Вывод недостаточно обоснован, хотя бы потому, что и киевские летописцы следуют этой традиции. Видимо, не для того, чтобы сделать очевидным независимость Киева от Рязани.
Мне кажется, будет правильней считать, что географически расширенный смысл «Русь» получила не раньше XII века, а значительно позже. И этот взгляд не противоречит диалектике развития русского государства.
П р и м е ч а н и я
1. Доклады отделения этнографии. Вып. II, Л., 1966, стр. 56–57,;
2. Рыбаков Б. А. «Слово о полку Игореве» и его современники. М., 1971, стр.211.
3. Слово о полку Игореве. Вступительная стать» Д. С, Лихачева, Л., 1967, стр. 7.
4. Слово о полку Игореве. Вступительная статья Д. С. Лихачева, Л., 1967, стр. 7.
5. Там же, стр. 10.
6. Рыбаков Б. А. «Слово о полку Игореве» и его современники. М., 1971, стр. 31.
7. Рыбаков Б. А. «Слово о полку Игореве» и его современники. М.,1971, стр. 158.
8. Там же
Галица или сокол?
Важным диагностическим признаком, помогающим отличить авторский текст «Слова о полку Игоревен от плодов творчества переписчика, является, на мой взгляд, наличие в тексте двух отношений к Игорю и его воинству.

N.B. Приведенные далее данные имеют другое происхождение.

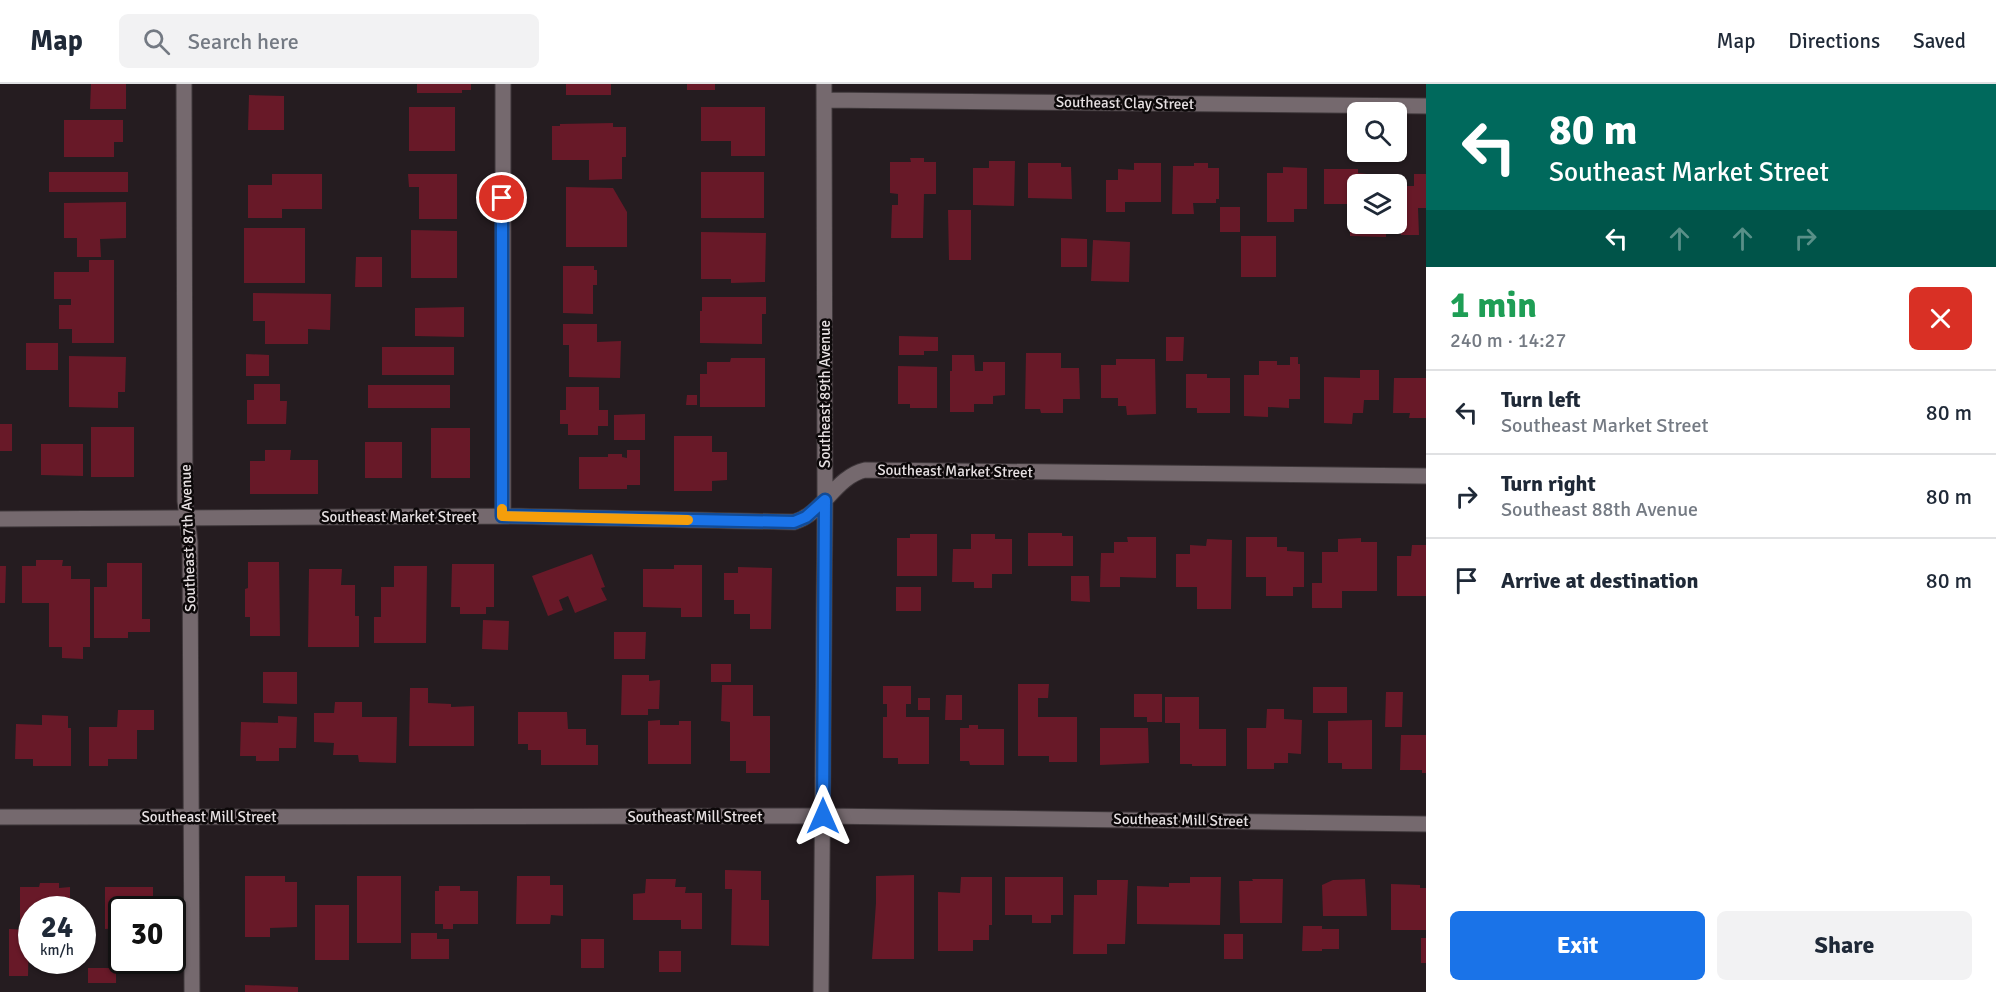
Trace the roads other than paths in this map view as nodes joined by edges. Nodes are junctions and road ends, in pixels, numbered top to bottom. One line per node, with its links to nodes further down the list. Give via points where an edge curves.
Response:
1 (184, 84): 9 (street, Southeast 87th Avenue)
2 (502, 84): 8 (street)
3 (824, 84): 4 (street, Southeast 89th Avenue)
4 (824, 100): 5 (street, Southeast Clay Street); 7 (street, Southeast 89th Avenue)
5 (1426, 106)
6 (1426, 476): 7 (street, Southeast Market Street, via 865,470 848,478)
7 (825, 500): 8 (street, Southeast Market Street, via 794,522); 11 (street, Southeast 89th Avenue)
8 (502, 516): 9 (street, Southeast Market Street)
9 (187, 518): 10 (street, Southeast Market Street); 13 (street, Southeast 87th Avenue)
10 (0, 519)
11 (823, 816): 13 (street, Southeast Mill Street); 14 (street, Southeast Mill Street); 16 (street, Southeast 89th Avenue)
12 (0, 817): 13 (street, Southeast Mill Street)
13 (191, 817): 15 (street, Southeast 87th Avenue)
14 (1426, 824)
15 (192, 992)
16 (821, 992)

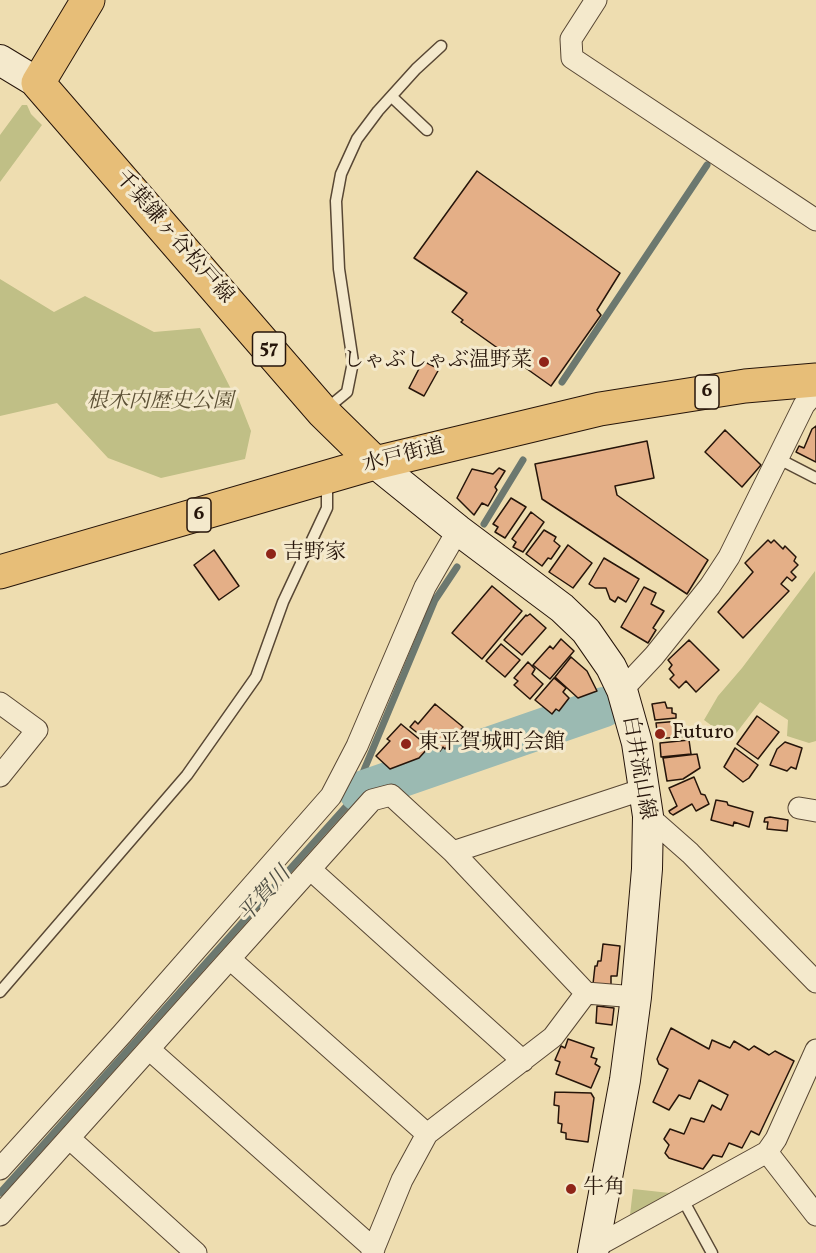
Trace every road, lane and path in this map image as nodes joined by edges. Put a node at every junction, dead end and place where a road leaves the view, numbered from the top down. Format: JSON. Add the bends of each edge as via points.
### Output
{"nodes":[{"id":1,"x":88,"y":0,"type":"edge"},
{"id":2,"x":596,"y":0,"type":"edge"},
{"id":3,"x":441,"y":46,"type":"dead end"},
{"id":4,"x":0,"y":60,"type":"edge"},
{"id":5,"x":38,"y":83,"type":"junction"},
{"id":6,"x":392,"y":97,"type":"junction"},
{"id":7,"x":427,"y":130,"type":"dead end"},
{"id":8,"x":816,"y":220,"type":"edge"},
{"id":9,"x":816,"y":380,"type":"edge"},
{"id":10,"x":816,"y":391,"type":"edge"},
{"id":11,"x":323,"y":412,"type":"junction"},
{"id":12,"x":777,"y":458,"type":"junction"},
{"id":13,"x":375,"y":463,"type":"junction"},
{"id":14,"x":327,"y":477,"type":"junction"},
{"id":15,"x":816,"y":478,"type":"edge"},
{"id":16,"x":458,"y":530,"type":"junction"},
{"id":17,"x":0,"y":572,"type":"edge"},
{"id":18,"x":622,"y":690,"type":"junction"},
{"id":19,"x":0,"y":703,"type":"edge"},
{"id":20,"x":0,"y":776,"type":"edge"},
{"id":21,"x":646,"y":802,"type":"junction"},
{"id":22,"x":453,"y":852,"type":"junction"},
{"id":23,"x":310,"y":869,"type":"junction"},
{"id":24,"x":230,"y":959,"type":"junction"},
{"id":25,"x":816,"y":982,"type":"edge"},
{"id":26,"x":0,"y":992,"type":"edge"},
{"id":27,"x":586,"y":993,"type":"junction"},
{"id":28,"x":636,"y":998,"type":"junction"},
{"id":29,"x":150,"y":1050,"type":"junction"},
{"id":30,"x":816,"y":1050,"type":"edge"},
{"id":31,"x":523,"y":1061,"type":"junction"},
{"id":32,"x":427,"y":1134,"type":"junction"},
{"id":33,"x":69,"y":1138,"type":"junction"},
{"id":34,"x":766,"y":1152,"type":"junction"},
{"id":35,"x":0,"y":1169,"type":"edge"},
{"id":36,"x":682,"y":1198,"type":"junction"},
{"id":37,"x":0,"y":1215,"type":"edge"},
{"id":38,"x":816,"y":1215,"type":"edge"},
{"id":39,"x":373,"y":1251,"type":"edge"},
{"id":40,"x":593,"y":1251,"type":"edge"},
{"id":41,"x":196,"y":1253,"type":"edge"},
{"id":42,"x":712,"y":1253,"type":"edge"}],
"edges":[{"from":1,"to":5,"type":"main road"},
{"from":2,"to":8,"type":"street","via":[[571,39],[572,58]]},
{"from":3,"to":6,"type":"lane"},
{"from":4,"to":5,"type":"main road"},
{"from":5,"to":11,"type":"main road","name":"千葉鎌ヶ谷松戸線","number":"57"},
{"from":6,"to":7,"type":"lane"},
{"from":6,"to":11,"type":"lane","via":[[357,139],[337,190],[339,270],[353,362],[347,392]]},
{"from":9,"to":13,"type":"main road","name":"水戸街道","number":"6","via":[[745,386],[600,410]]},
{"from":10,"to":12,"type":"street","via":[[804,405]]},
{"from":11,"to":13,"type":"main road","name":"千葉鎌ヶ谷松戸線","number":"57"},
{"from":12,"to":15,"type":"lane"},
{"from":12,"to":18,"type":"street","via":[[729,557],[710,586]]},
{"from":13,"to":14,"type":"main road","name":"水戸街道","number":"6"},
{"from":13,"to":16,"type":"main road","name":"白井流山線"},
{"from":14,"to":17,"type":"main road","name":"水戸街道","number":"6"},
{"from":14,"to":26,"type":"lane","via":[[327,508],[283,602],[256,677],[187,775]]},
{"from":16,"to":18,"type":"main road","name":"白井流山線","via":[[562,608],[586,631]]},
{"from":16,"to":35,"type":"street","via":[[425,587],[332,796]]},
{"from":18,"to":21,"type":"main road","name":"白井流山線","via":[[637,743]]},
{"from":19,"to":20,"type":"street","via":[[37,730]]},
{"from":21,"to":22,"type":"street"},
{"from":21,"to":25,"type":"street","via":[[690,853]]},
{"from":21,"to":28,"type":"main road","name":"白井流山線","via":[[647,869]]},
{"from":22,"to":23,"type":"street","via":[[391,795],[372,800]]},
{"from":22,"to":27,"type":"street"},
{"from":23,"to":24,"type":"street"},
{"from":23,"to":31,"type":"street"},
{"from":24,"to":29,"type":"street"},
{"from":24,"to":32,"type":"street"},
{"from":27,"to":28,"type":"street"},
{"from":27,"to":31,"type":"street","via":[[554,1037]]},
{"from":28,"to":40,"type":"main road","name":"白井流山線"},
{"from":29,"to":33,"type":"street"},
{"from":29,"to":39,"type":"street"},
{"from":30,"to":34,"type":"street","via":[[776,1139]]},
{"from":31,"to":32,"type":"street"},
{"from":32,"to":39,"type":"street","via":[[402,1180]]},
{"from":33,"to":37,"type":"street"},
{"from":33,"to":41,"type":"street"},
{"from":34,"to":36,"type":"street"},
{"from":34,"to":38,"type":"street"},
{"from":36,"to":40,"type":"street"},
{"from":36,"to":42,"type":"lane"}]}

Одно, более негативное идет, вероятно, от протографа, другое — неприкрыто восторженное и жалостливое принадлежит Переписчику.
Для последнего главным, определяющим моральную основу «подвига» Игоря становится следующий очевидный факт — русский князь воюет с погаными и терпит от них обидное поражение. Переписчик — бóльший патриот (в современном понимании), чем Автор, и это сказалось при переписке.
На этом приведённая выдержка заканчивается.